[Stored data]
━━━━━━━━━━━━━━━━━━━━━━━━━━━━━━

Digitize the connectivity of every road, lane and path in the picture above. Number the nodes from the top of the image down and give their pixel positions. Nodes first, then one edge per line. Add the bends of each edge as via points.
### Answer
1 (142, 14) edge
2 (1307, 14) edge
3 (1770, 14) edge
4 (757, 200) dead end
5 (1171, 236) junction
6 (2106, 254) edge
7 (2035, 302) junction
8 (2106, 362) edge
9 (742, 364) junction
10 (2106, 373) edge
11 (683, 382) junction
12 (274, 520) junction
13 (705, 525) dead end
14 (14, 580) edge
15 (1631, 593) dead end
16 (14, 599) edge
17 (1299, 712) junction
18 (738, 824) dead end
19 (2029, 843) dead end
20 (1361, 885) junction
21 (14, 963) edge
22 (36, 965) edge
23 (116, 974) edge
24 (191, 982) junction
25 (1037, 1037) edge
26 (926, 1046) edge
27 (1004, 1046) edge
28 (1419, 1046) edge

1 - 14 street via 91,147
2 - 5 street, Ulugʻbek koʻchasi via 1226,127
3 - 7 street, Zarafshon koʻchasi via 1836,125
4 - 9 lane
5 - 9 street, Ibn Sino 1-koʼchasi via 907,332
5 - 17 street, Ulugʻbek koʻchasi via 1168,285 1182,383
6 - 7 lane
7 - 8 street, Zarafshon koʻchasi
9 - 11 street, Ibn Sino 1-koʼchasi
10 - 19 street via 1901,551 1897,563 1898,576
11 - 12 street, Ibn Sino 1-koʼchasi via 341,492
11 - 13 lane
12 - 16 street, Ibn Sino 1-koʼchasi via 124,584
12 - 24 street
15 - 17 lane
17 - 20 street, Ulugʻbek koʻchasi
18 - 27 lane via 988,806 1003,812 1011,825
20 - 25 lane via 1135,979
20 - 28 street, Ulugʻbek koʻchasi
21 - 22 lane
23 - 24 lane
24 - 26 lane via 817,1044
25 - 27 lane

━━━━━━━━━━━━━━━━━━━━━━━━━━━━━━

Task -> State how many lines in the records above contain the word "Zarafshon". Give nothing but the number.

Written reply -> 2